In his anecdotal account, Where Borders Bleed, the author has chronicled the events leading up to the partition of the subcontinent. With his succulent brush, he has painted vivid accounts of the personalities that shaped events: Lord Louis Mountbatten, Muhammad Ali Jinnah, Pundit Jawaharlal Nehru, et al, to the modern political players like Atal Bihari Vajpayee, Zulfikar Ali Bhutto and Mian Nawaz Sharif. Since the crossing of the nuclear threshold in May 1998, both India and Pakistan have been on the international radar. The close scrutiny is because the neighbours have been to war thrice in 1947, 1965 and 1971, and have been on the verge of armed conflicts on numerous occasions. Being nuclear weapons equipped, any future conflict between the two hostile nations is likely to be devastative.
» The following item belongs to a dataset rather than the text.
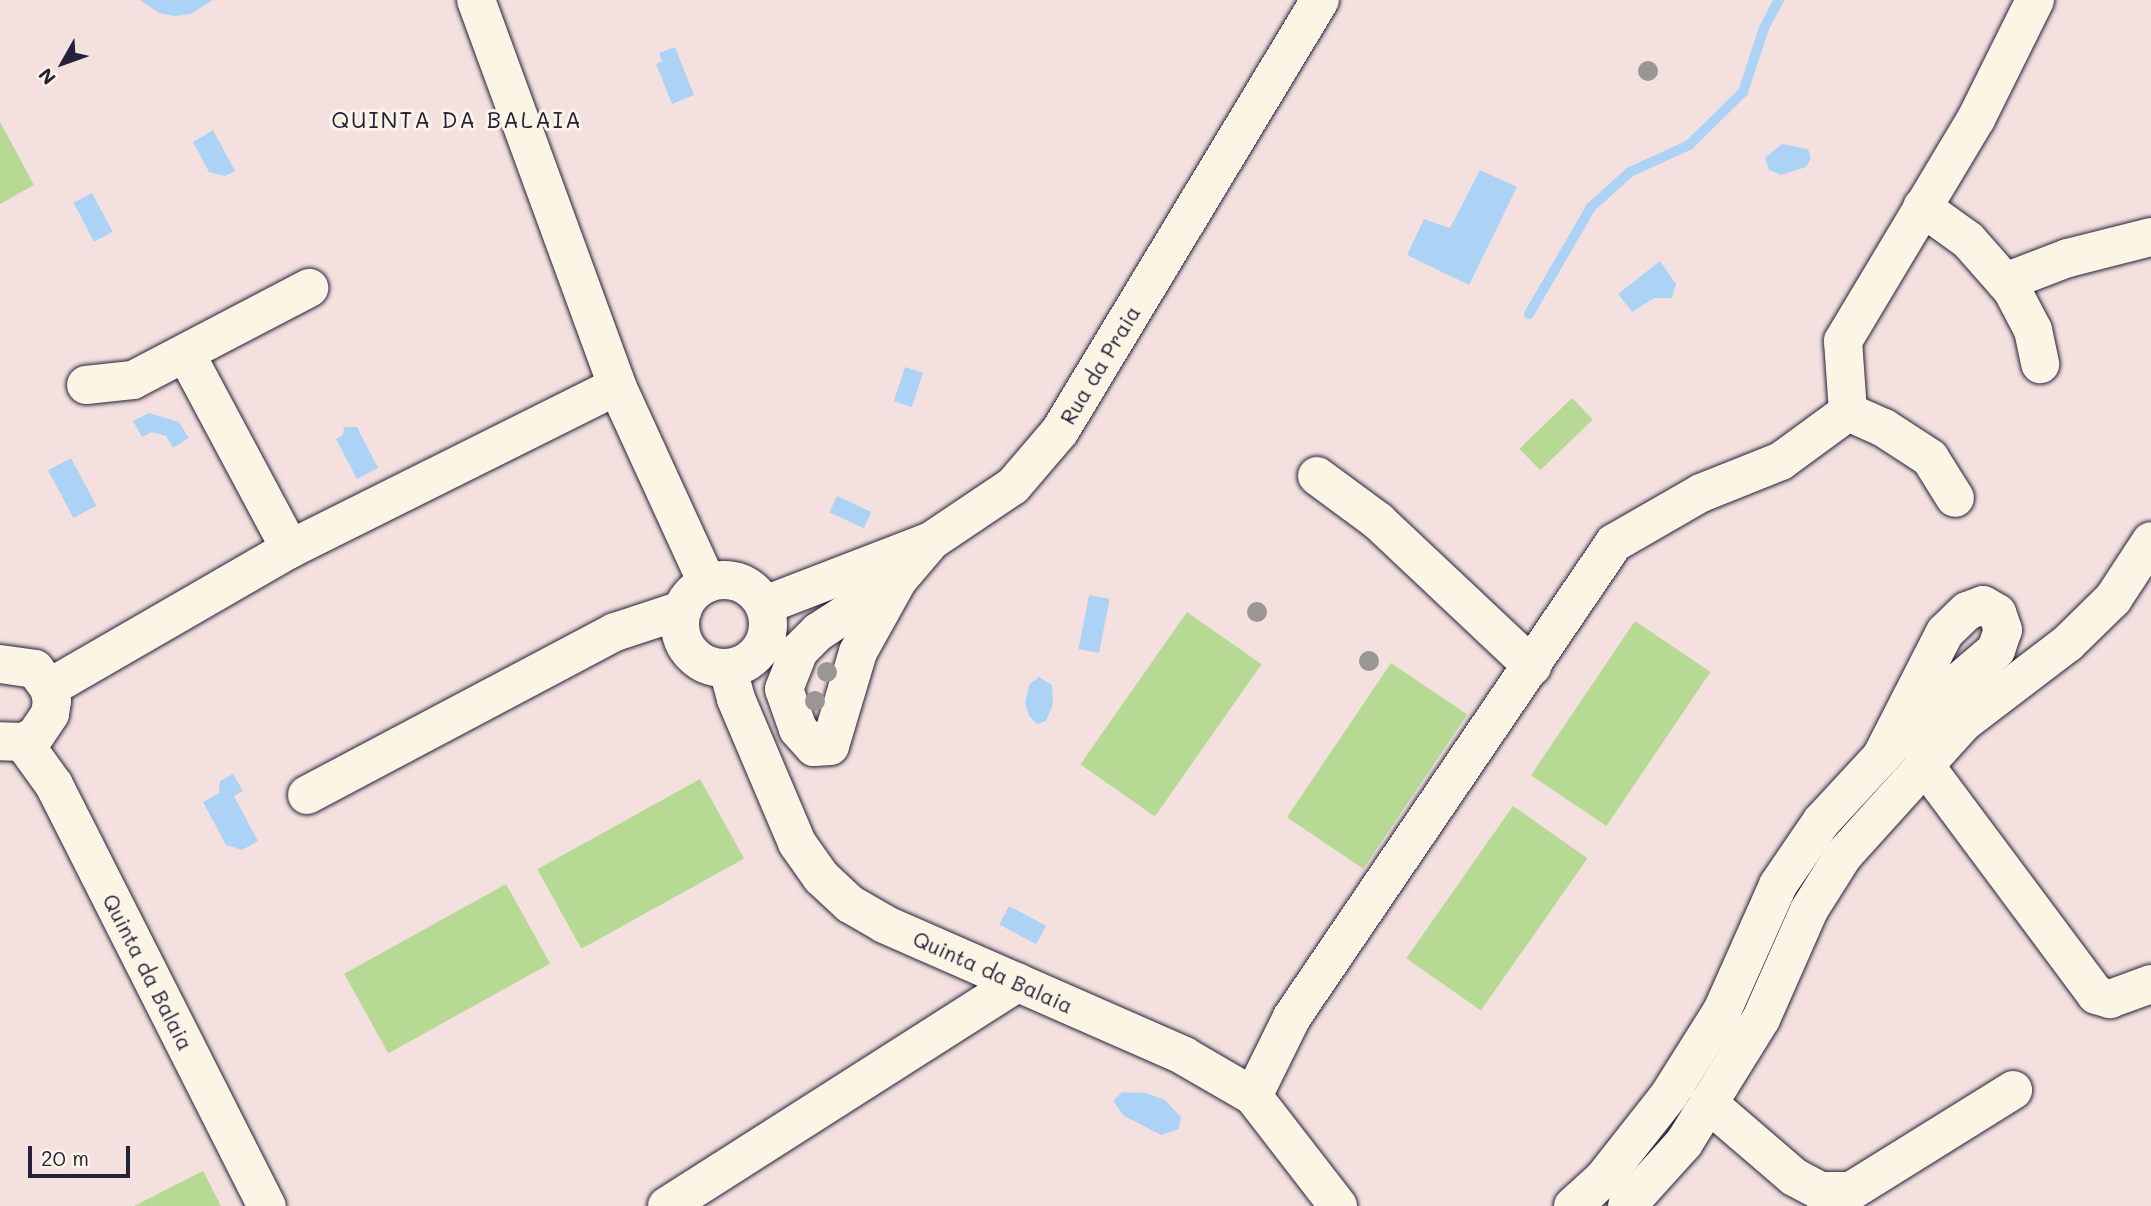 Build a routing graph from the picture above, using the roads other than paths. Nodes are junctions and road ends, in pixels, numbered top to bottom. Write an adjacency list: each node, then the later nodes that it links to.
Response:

Rajiv Dogra, the former diplomat, who besides serving in Karachi from 1992 to 1994, has also served as India’s envoy to Italy, Romania, Moldova, Albania and San Marino, and permanent Indian representative to UN agencies in Rome. The 1974 batch Indian ministry of external affairs officer, while covering historical, diplomatic and military perspectives in his epic Where Borders Bleed, asks some piercing questions with the postulation of Pakistan and India reuniting: “Would terror have affected the world the way it has, if Pakistan and India had been a benign single entity? What if India and Pakistan were to reunite, much like East and West Germany? As the now-largest nation in the world, would the mammoth Pakistan-India radically change the globe’s geo-political framework?”
The veteran diplomat does not shirk from engaging with a range of contentious issues that have shaped Indo-Pak relations like water sharing, the flashpoint of Kashmir and the Indian Constitution’s Article 370 that affords special status to the disputed territory, which is the core issue between Pakistan and India.
One would have expected the experienced foreign service officer to avoid speculation and be more factual especially while discussing the sensitive topic of cross-border terrorism. The intricate art of diplomacy entails sticking to facts and presenting concrete logic. Unfortunately, Rajiv Dogra gives in to the temptation of taking a swipe at Pakistan generally and, more specifically, Prime Minister (PM) Nawaz Sharif. He makes the startling disclosure that Mian Nawaz Sharif not only knew about the 1993 Mumbai serial blasts in advance but had also actually given his approval for them. This claim negates Pakistan’s long-standing position that terror is the work of non-state actors.